• What this task involves: List each line of the data that holds the word "Right".

Landmark coordinate records:
-- Opening Marker --

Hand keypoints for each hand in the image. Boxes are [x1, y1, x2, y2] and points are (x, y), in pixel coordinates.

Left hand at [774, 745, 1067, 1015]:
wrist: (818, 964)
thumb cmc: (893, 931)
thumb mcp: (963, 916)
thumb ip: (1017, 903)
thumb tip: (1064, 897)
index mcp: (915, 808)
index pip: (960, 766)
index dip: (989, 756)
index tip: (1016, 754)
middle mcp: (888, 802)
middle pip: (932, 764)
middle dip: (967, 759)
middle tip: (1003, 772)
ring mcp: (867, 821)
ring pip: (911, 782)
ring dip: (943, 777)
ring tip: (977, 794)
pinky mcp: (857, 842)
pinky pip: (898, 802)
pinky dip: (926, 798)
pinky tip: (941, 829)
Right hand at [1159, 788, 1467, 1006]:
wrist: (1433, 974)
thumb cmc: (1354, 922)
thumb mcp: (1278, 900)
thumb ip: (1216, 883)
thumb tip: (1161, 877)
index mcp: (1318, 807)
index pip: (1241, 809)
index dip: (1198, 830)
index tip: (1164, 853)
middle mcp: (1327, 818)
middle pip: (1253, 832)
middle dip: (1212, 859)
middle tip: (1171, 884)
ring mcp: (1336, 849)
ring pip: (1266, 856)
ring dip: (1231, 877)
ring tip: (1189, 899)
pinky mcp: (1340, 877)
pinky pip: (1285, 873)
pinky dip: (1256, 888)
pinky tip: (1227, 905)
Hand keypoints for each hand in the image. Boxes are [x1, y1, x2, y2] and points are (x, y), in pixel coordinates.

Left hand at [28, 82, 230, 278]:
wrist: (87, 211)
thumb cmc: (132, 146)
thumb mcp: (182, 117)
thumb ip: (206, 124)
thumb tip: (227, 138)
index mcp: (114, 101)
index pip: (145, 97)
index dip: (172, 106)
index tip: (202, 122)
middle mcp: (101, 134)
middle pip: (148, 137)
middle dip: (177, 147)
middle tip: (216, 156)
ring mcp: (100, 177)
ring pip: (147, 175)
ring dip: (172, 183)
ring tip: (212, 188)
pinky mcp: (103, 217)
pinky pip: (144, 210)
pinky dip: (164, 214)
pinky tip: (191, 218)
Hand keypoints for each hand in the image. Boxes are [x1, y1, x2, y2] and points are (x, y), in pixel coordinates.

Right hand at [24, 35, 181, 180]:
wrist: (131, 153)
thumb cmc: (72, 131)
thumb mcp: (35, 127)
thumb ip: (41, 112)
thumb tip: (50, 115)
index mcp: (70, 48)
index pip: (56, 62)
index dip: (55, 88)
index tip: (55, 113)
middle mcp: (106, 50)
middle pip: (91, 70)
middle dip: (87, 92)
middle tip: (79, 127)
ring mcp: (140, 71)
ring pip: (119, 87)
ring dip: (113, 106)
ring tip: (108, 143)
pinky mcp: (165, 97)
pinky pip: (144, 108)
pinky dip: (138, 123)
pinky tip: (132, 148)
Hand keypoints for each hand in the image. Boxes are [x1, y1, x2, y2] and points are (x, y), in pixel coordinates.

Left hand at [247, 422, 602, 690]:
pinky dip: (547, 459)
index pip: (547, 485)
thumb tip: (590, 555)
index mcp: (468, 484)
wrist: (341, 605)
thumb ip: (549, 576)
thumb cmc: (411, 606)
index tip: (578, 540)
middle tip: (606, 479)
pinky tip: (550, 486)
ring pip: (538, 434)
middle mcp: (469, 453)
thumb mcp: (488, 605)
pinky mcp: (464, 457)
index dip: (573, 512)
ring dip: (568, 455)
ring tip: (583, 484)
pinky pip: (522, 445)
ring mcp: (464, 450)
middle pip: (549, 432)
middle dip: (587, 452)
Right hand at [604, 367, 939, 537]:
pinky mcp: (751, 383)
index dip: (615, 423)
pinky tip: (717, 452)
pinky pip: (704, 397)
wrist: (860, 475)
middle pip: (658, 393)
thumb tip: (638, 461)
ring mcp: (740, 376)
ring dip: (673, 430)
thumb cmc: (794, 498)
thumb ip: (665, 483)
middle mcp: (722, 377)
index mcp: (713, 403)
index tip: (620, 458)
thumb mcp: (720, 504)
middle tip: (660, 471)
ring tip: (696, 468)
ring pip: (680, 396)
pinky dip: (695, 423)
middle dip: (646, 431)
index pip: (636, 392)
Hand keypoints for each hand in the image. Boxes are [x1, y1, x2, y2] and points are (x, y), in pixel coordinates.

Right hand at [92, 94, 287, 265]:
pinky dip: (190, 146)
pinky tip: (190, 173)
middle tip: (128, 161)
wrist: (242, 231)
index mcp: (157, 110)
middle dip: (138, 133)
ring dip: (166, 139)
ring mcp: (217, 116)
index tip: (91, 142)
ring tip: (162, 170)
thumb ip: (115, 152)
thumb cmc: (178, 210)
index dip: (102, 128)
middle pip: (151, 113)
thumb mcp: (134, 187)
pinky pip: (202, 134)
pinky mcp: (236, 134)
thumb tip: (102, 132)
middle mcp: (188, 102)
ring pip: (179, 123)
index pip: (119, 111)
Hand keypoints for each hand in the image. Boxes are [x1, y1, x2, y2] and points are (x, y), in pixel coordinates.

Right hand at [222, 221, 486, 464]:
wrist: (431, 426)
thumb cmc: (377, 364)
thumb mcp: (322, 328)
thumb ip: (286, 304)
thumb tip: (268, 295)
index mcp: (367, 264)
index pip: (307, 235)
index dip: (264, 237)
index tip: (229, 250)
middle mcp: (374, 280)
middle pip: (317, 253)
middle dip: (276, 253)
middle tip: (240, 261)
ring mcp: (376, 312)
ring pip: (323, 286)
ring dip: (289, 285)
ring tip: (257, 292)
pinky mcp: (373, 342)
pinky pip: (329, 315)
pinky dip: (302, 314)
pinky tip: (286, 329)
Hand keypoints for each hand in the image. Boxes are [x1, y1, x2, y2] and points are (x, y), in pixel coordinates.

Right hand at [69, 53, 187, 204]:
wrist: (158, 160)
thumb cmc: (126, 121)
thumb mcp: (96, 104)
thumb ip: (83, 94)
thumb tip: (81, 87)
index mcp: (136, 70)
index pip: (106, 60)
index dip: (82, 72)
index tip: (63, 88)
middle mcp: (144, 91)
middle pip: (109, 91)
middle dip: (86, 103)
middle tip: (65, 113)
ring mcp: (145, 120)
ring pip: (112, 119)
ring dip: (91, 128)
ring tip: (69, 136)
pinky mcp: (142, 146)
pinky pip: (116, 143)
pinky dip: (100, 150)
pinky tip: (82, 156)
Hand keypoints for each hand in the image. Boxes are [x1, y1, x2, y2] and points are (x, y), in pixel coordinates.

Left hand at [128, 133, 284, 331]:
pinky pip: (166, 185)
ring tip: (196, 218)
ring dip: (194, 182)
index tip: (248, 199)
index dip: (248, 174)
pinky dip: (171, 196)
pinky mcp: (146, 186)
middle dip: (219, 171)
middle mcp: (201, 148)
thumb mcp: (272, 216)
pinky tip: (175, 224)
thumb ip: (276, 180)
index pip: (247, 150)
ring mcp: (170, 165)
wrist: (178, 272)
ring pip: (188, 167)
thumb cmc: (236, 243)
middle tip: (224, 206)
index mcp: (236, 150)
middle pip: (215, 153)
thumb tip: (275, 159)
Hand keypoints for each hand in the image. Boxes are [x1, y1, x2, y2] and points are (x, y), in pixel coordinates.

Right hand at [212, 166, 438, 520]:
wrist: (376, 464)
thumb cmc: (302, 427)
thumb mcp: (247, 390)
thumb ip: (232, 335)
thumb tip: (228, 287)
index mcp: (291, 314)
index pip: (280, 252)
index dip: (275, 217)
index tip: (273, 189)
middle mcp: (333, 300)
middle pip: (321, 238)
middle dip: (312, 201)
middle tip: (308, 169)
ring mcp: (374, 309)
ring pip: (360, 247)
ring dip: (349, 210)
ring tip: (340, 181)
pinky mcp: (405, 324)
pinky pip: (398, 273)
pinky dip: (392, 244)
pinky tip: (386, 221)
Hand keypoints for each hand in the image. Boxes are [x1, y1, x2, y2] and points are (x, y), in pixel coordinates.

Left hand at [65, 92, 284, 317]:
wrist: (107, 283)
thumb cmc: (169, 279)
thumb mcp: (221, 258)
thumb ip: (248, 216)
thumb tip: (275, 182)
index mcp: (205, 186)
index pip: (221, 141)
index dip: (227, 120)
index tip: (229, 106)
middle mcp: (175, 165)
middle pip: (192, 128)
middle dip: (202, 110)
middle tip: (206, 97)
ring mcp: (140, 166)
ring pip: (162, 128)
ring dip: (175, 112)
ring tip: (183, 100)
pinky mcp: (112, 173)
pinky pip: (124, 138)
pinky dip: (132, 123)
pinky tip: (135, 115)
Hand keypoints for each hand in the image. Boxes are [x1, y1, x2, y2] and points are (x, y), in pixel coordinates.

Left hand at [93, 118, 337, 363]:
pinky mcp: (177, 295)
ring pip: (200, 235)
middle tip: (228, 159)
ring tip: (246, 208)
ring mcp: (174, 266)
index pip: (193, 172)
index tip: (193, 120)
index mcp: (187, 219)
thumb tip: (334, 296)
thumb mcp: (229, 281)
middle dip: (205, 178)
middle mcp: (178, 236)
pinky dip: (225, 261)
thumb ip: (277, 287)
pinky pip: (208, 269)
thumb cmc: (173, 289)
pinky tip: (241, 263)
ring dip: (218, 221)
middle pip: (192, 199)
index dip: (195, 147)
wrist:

-- Closing Marker --

• Written answer:
Right hand at [1159, 788, 1467, 1006]:
Right hand at [24, 35, 181, 180]:
Right hand at [604, 367, 939, 537]:
Right hand at [92, 94, 287, 265]:
Right hand at [222, 221, 486, 464]:
Right hand at [69, 53, 187, 204]:
Right hand at [212, 166, 438, 520]:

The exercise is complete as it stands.